Building Through the Swamp

Construction began in May 1850 on Manzanillo Island, a mangrove-covered spit so marshy that buildings had to stand on stilts and abandoned Gold Rush ships were towed in for temporary housing. The first eight miles crossed gelatinous swamps infested with alligators, requiring over 200 feet of gravel backfill in places just to secure a roadbed. Workers wielded machetes, axes, picks, and shovels in stifling heat, with mosquitoes and sandflies so thick they blackened skin. Cholera, yellow fever, and malaria killed thousands. In 1852, the worst year, cholera swept the construction line after arriving on a boat from New Orleans. Nearly all of chief engineer Totten's staff died -- 51 engineers, surveyors, and draftsmen. Captain Ulysses S. Grant, leading his regiment across the isthmus, lost over 150 soldiers and family members to cholera. He would later say the horrors of Panama haunted him more than any battle.

A Fortune Saved by a Hurricane

By November 1851, the project was nearly bankrupt. The original million dollars was spent, and only eight miles of track reached Gatun. Then a Caribbean hurricane forced two large steamships carrying about a thousand California-bound passengers into shelter at Bahia Limon. Desperate travelers paid fifty cents per mile to ride flatcars and gondolas to the end of the track, generating an infusion of cash that saved the company. The directors immediately ordered passenger cars, and the railway began regular service with 40 miles still to be laid. By the time the full line opened in 1855, more than a third of its $8 million cost had already been recouped from fares and freight. At $25 for a one-way, first-class ticket across 47 miles, it charged one of the highest per-mile rates in existence. The railroad became one of the most profitable in the world, carrying the heaviest freight volume per unit length of any railway until the canal opened.

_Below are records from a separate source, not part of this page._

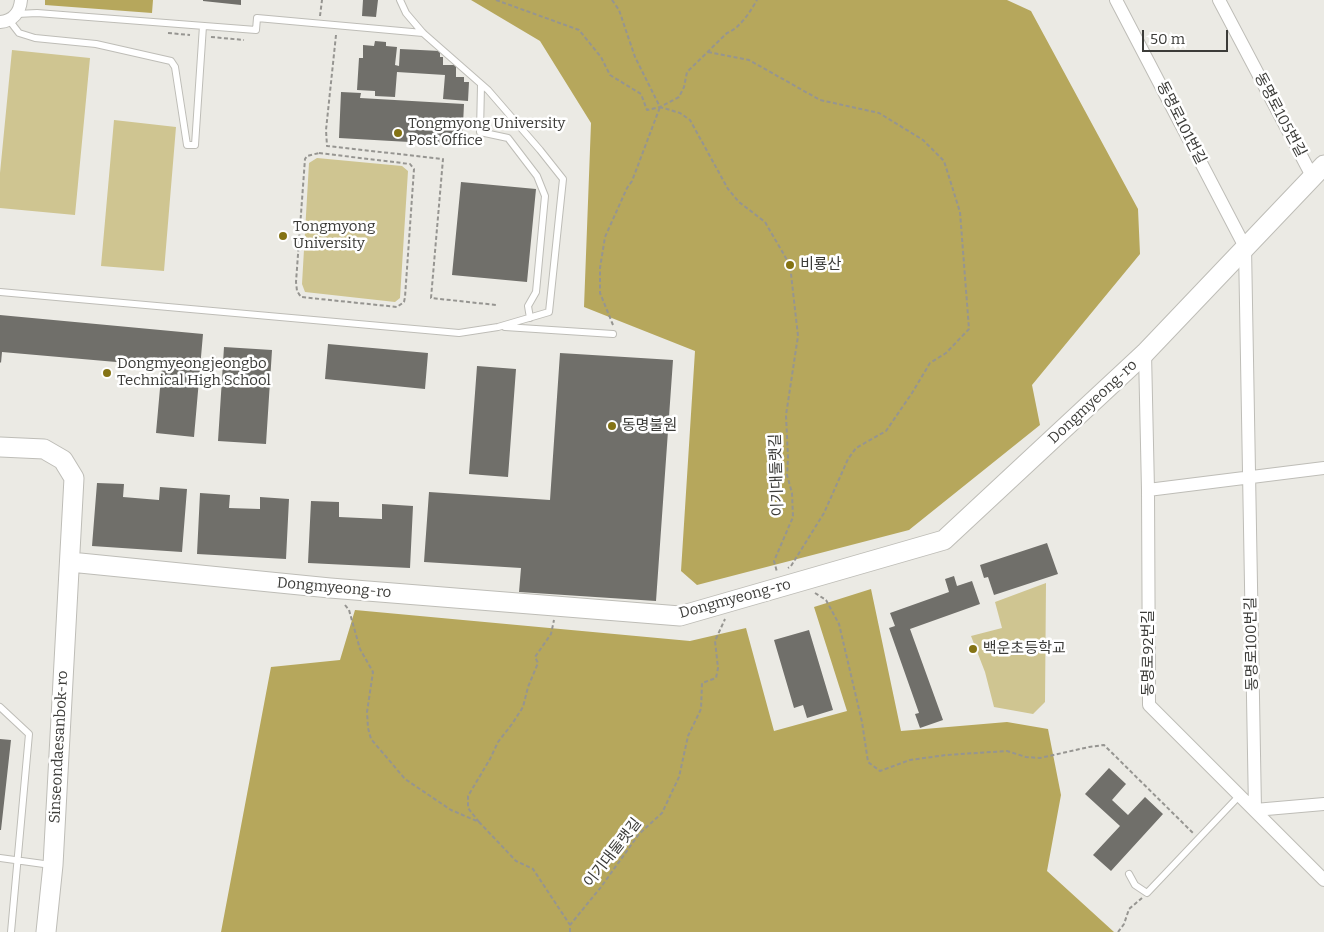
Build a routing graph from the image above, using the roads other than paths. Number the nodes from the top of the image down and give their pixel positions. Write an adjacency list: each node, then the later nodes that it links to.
1 (400, 0): 8 (lane)
2 (1116, 0): 11 (street, 동명로101번길)
3 (1219, 0): 10 (street, 동명로105번길)
4 (21, 1): 5 (lane); 6 (street)
5 (34, 13): 6 (lane); 7 (lane)
6 (8, 19): 7 (lane)
7 (203, 26): 8 (lane)
8 (423, 33): 9 (lane)
9 (481, 85): 13 (lane); 13 (lane)
10 (1318, 172): 11 (street, Dongmyeong-ro)
11 (1245, 247): 16 (street, Dongmyeong-ro); 19 (street, 동명로100번길)
12 (0, 292): 14 (lane)
13 (530, 318): 14 (lane)
14 (498, 327): 15 (lane)
15 (613, 334)
16 (1145, 353): 20 (street, 동명로92번길); 21 (street, Dongmyeong-ro)
17 (0, 447): 21 (street)
18 (1324, 468): 19 (street)
19 (1249, 479): 20 (street); 25 (street, 동명로100번길)
20 (1148, 490): 23 (street, 동명로92번길)
21 (70, 562): 28 (street, Sinseondaesanbok-ro)
22 (0, 707): 27 (lane)
23 (1240, 795): 25 (street, 동명로92번길); 29 (lane)
24 (1324, 804): 25 (street)
25 (1254, 810): 30 (street, 동명로92번길)
26 (0, 858): 27 (lane)
27 (17, 860): 28 (lane); 31 (lane)
28 (52, 865): 32 (street, Sinseondaesanbok-ro)
29 (1129, 874)
30 (1324, 880)
31 (11, 932)
32 (46, 932)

The Canal's Indispensable Backbone

When the United States began building the Panama Canal in 1904, the railway became the project's circulatory system. Chief engineer John Stevens replaced the worn French-era equipment with 115 powerful locomotives, 2,300 dirt cars, and 102 railroad-mounted steam shovels -- some of the largest in the world. The railway hauled hundreds of millions of cubic yards of excavated rock and earth from the Culebra Cut to dumping grounds, using an ingenious system: trains of 20 flatcars, loaded by steam shovels running on parallel tracks, were unloaded in under ten minutes by a steel plow winched along the entire train length. At the peak of construction, 160 loaded dirt trains departed the Culebra Cut daily. The railroad was rebuilt in its final configuration by 1912, rerouted around the newly created Gatun Lake, at a cost of $9 million -- a million more than the original line had cost to build from nothing.

Decline and Rebirth

After World War II, the railway fell into neglect. When the United States returned control to Panama in 1979, conditions worsened steadily. By the 1990s, trains were limited to 10 miles per hour and the railroad was hemorrhaging millions monthly. In 1998, Panama offered a 50-year concession to rebuild it, won by a joint venture between Kansas City Southern and Mi-Jack Products. The three-year reconstruction converted the line from its original five-foot gauge to standard gauge and modernized it for intermodal container traffic. Reopened in 2001, the railway now hauls about 1,500 containers per day between double-stack terminals at each end. Its locomotive numbering begins at 1855, honoring the year the original line was completed. In 2025, Canadian Pacific Kansas City and Mi-Jack sold the railway to APM Terminals, owned by Maersk. After 170 years, the iron thread across the isthmus still carries freight from ocean to ocean.

From the Air

The Panama Canal Railway runs 47.6 miles from Colon (Atlantic) to Balboa (Pacific) at coordinates 8.977N, 79.568W. The line parallels the Panama Canal and crosses Gatun Lake, making it visible from altitude as it threads between the canal channel and the surrounding jungle. Nearest airports include Tocumen International (MPTO) and Marcos A. Gelabert International (MPMG, also known as Albrook). Recommended viewing altitude: 3,000-5,000 feet for the rail line tracing along the canal corridor.